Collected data
════════

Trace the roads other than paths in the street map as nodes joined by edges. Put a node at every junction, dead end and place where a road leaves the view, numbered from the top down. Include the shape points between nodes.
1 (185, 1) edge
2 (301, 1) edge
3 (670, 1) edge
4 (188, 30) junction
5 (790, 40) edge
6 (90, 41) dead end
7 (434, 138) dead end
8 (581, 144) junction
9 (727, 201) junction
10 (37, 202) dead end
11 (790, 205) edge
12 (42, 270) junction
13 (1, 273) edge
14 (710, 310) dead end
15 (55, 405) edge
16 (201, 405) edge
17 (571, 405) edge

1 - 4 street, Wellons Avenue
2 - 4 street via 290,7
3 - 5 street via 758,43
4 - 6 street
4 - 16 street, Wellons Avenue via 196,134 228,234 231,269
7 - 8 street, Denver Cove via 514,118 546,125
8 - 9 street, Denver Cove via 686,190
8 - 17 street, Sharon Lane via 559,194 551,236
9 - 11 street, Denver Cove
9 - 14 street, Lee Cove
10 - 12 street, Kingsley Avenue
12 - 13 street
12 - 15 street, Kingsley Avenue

════════

▸ **EXERCISE DETAILS**:
Give the entries once more, exactly as they appear.

▸ **TASK ANSWER**:
Trace the roads other than paths in the street map as nodes joined by edges. Put a node at every junction, dead end and place where a road leaves the view, numbered from the top down. Include the shape points between nodes.
1 (185, 1) edge
2 (301, 1) edge
3 (670, 1) edge
4 (188, 30) junction
5 (790, 40) edge
6 (90, 41) dead end
7 (434, 138) dead end
8 (581, 144) junction
9 (727, 201) junction
10 (37, 202) dead end
11 (790, 205) edge
12 (42, 270) junction
13 (1, 273) edge
14 (710, 310) dead end
15 (55, 405) edge
16 (201, 405) edge
17 (571, 405) edge

1 - 4 street, Wellons Avenue
2 - 4 street via 290,7
3 - 5 street via 758,43
4 - 6 street
4 - 16 street, Wellons Avenue via 196,134 228,234 231,269
7 - 8 street, Denver Cove via 514,118 546,125
8 - 9 street, Denver Cove via 686,190
8 - 17 street, Sharon Lane via 559,194 551,236
9 - 11 street, Denver Cove
9 - 14 street, Lee Cove
10 - 12 street, Kingsley Avenue
12 - 13 street
12 - 15 street, Kingsley Avenue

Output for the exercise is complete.